Bedient Pipe Organ Company, Roca, Nebraska
St. Paul United Methodist Church, Lincoln, Nebraska
From the pastor
St. Paul United Methodist Church was the very first church in Lincoln,
established in 1857. Located at 12th and M streets in downtown Lincoln, the
present building was completed in 1901 and was used by many groups as the
city's largest auditorium. A major addition was built in 1999, and the
sanctuary was completely remodeled in 2001. It is an active and growing
downtown church with 1,800 members.
We were very excited when an unanticipated major gift allowed us to proceed
with a much-needed sanctuary renovation.
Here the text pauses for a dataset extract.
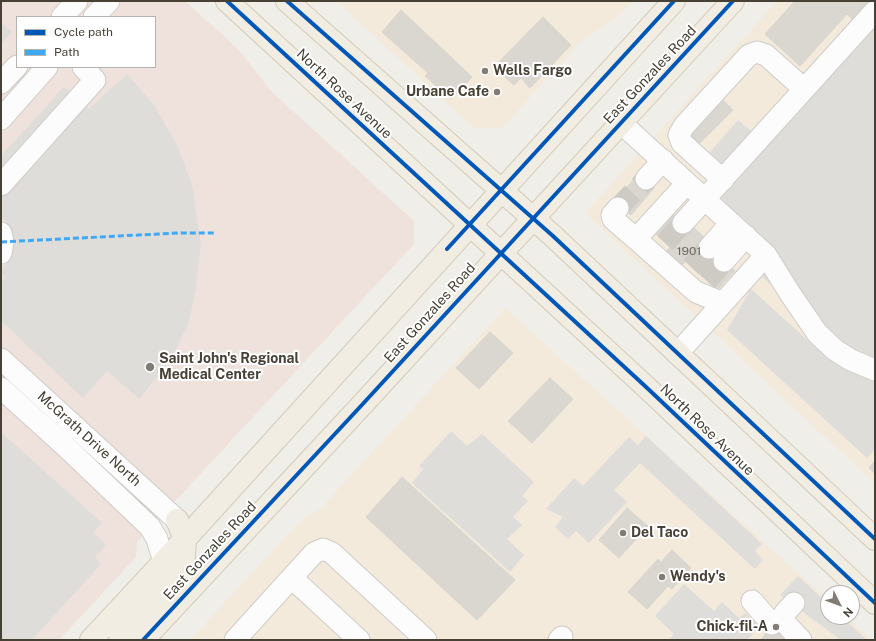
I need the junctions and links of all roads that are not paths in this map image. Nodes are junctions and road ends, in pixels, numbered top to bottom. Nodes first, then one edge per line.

One concern that we had to deal with
in planning this renovation was the old organ, a Reuter from 1953. The primary
concern was the appearance of the instrument in the new visual plan; and that
led to a secondary concern: the condition of the organ and its effectiveness in
leading worship at St. Paul.
We investigated renovating the existing organ versus replacement with a new
one. It became apparent that a six-figure renovation would solve the visual
problems but still leave us with an old organ that would eventually need a lot
of work. A decision was made by the organ committee to contract with the
Bedient Company to build a new organ in two phases. Phase one included the
console, a new façade and two major divisions of the new organ, and
allowed us to proceed with funding that was in place to solve the organ
problems. Subsequently, a second generous gift has allowed us to complete phase
two, the remaining two divisions of the organ.
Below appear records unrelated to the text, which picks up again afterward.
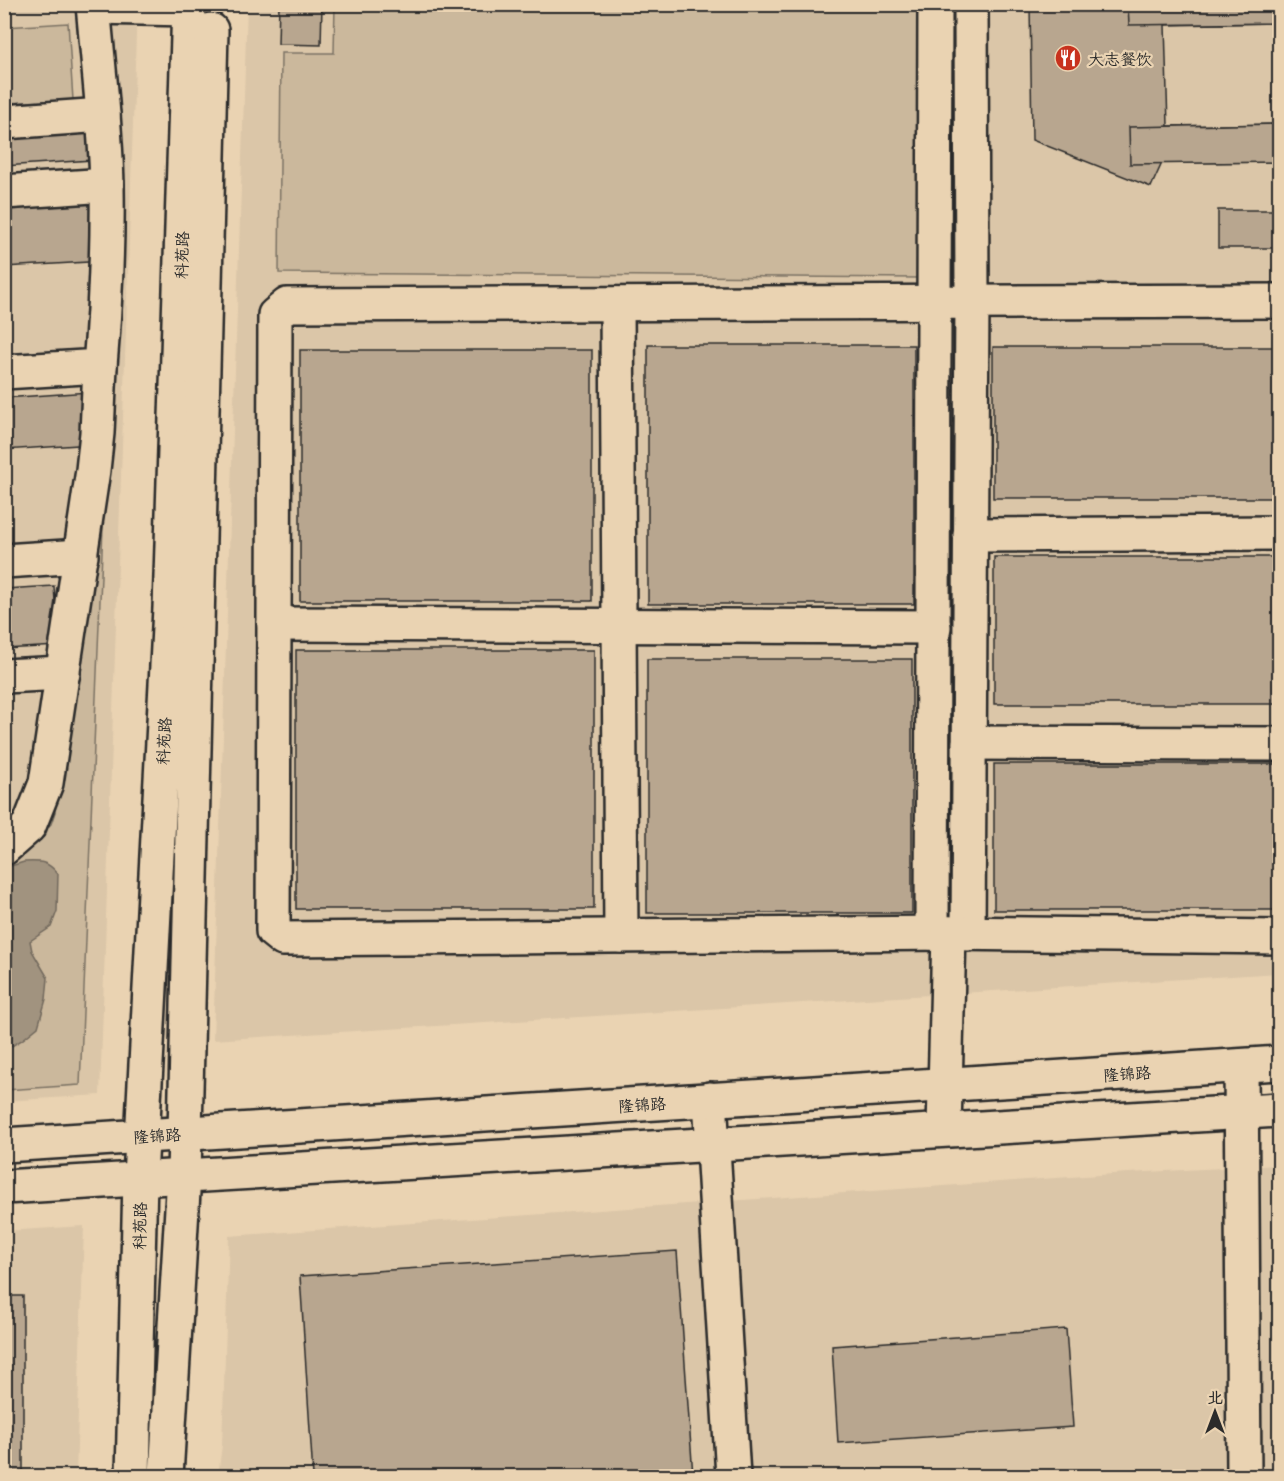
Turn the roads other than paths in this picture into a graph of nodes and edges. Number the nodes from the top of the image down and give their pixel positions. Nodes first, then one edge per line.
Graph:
1 (935, 4) edge
2 (971, 4) edge
3 (93, 6) edge
4 (196, 6) edge
5 (103, 115) junction
6 (4, 122) edge
7 (107, 185) junction
8 (4, 192) edge
9 (972, 302) junction
10 (1280, 302) edge
11 (935, 303) junction
12 (617, 304) junction
13 (100, 366) junction
14 (4, 372) edge
15 (1280, 532) edge
16 (970, 535) junction
17 (81, 556) junction
18 (4, 561) edge
19 (274, 624) junction
20 (619, 626) junction
21 (934, 627) junction
22 (63, 673) junction
23 (4, 676) edge
24 (969, 743) junction
25 (1280, 744) edge
26 (4, 848) edge
27 (950, 934) junction
28 (621, 936) junction
29 (1280, 937) edge
30 (1280, 1063) edge
31 (1241, 1066) junction
32 (945, 1085) junction
33 (710, 1100) junction
34 (1280, 1110) edge
35 (1242, 1112) junction
36 (944, 1130) junction
37 (185, 1133) junction
38 (143, 1136) junction
39 (713, 1143) junction
40 (4, 1145) edge
41 (184, 1175) junction
42 (140, 1178) junction
43 (4, 1187) edge
44 (133, 1476) edge
45 (166, 1476) edge
46 (734, 1476) edge
47 (1244, 1476) edge

1 - 11 street
2 - 9 street
3 - 4 street
3 - 5 street
4 - 37 street, 科苑路
4 - 38 street, 科苑路
5 - 6 street
5 - 7 street
7 - 8 street
7 - 13 street
9 - 10 street
9 - 11 street
9 - 16 street
11 - 12 street
11 - 21 street
12 - 19 street
12 - 20 street
13 - 14 street
13 - 17 street
15 - 16 street
16 - 24 street
17 - 18 street
17 - 22 street
19 - 20 street
19 - 28 street
20 - 21 street
20 - 28 street
21 - 27 street
22 - 23 street
22 - 26 street
24 - 25 street
24 - 27 street
27 - 28 street
27 - 29 street
27 - 32 street
30 - 31 street, 隆锦路
31 - 32 street, 隆锦路
31 - 35 street
32 - 33 street, 隆锦路
32 - 36 street
33 - 37 street, 隆锦路
33 - 39 street
34 - 35 street
35 - 36 street
35 - 47 street
36 - 39 street
37 - 38 street, 隆锦路
37 - 41 street, 科苑路
38 - 40 street, 隆锦路
38 - 42 street, 科苑路
39 - 41 street
39 - 46 street
41 - 42 street
41 - 45 street, 科苑路
42 - 43 street
42 - 44 street, 科苑路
We had serious concerns about replacing the Reuter organ with a new
instrument. Although the organ had many deficiencies, at the same time, there
were many sounds that were beloved by the congregation. Time proved that our
concerns were unfounded. The façade of the new Bedient organ is
magnificent and fits beautifully into the renovated sanctuary. More
importantly, from the first time we began to hear sounds from the new organ, it
was apparent that the tonal qualities of the new organ were equally
magnificent. The organ creates a beautiful, full sound without a hint of
harshness, and there are many lovely individual stops on the organ. It has been
a joy working with the Bedient Company. They have been responsive to all of our
concerns and have created a magnificent pipe organ for St. Paul United
Methodist Church that will enhance the worship experience for generations to
--Dr. C. Rex Bevins
Senior Pastor, St. Paul UMC
From the director of music
When it became apparent that the old organ was going to be replaced, I had
serious concerns about the suitability of the new organ to lead the
congregation and to accompany the many choral and instrumental ensembles at St.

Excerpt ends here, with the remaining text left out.